-- WHAT THIS TASK INVOLVES --
Count every line below that contains "dead", then state the total with no other output.

-- Stored items --
------------------------------------------------------------

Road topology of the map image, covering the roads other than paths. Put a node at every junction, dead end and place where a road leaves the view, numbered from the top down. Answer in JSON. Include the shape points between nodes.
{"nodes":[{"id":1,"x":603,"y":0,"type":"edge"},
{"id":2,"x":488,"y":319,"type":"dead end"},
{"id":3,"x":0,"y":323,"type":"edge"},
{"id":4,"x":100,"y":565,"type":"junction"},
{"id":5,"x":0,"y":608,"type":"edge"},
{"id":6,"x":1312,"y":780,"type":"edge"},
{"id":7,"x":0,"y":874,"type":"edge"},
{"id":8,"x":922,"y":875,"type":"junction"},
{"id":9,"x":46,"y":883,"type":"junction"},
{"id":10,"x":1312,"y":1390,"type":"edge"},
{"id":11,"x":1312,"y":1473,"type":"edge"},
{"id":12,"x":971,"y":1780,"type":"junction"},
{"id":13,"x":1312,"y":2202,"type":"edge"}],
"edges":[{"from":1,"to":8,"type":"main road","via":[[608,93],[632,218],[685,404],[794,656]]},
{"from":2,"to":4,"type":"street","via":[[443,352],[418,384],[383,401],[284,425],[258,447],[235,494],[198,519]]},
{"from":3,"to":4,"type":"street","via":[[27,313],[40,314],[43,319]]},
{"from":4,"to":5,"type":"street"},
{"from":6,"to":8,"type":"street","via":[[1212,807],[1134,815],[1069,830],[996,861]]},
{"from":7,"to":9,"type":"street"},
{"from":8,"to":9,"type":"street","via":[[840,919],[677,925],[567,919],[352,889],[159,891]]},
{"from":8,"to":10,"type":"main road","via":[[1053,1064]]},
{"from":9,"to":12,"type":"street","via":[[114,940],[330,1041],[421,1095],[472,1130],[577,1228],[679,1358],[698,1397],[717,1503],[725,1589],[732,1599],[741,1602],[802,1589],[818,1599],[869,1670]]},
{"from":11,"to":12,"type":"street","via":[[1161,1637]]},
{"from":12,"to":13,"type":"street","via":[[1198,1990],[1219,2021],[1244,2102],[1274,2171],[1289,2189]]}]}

------------------------------------------------------------

-- ANSWER BOX --
2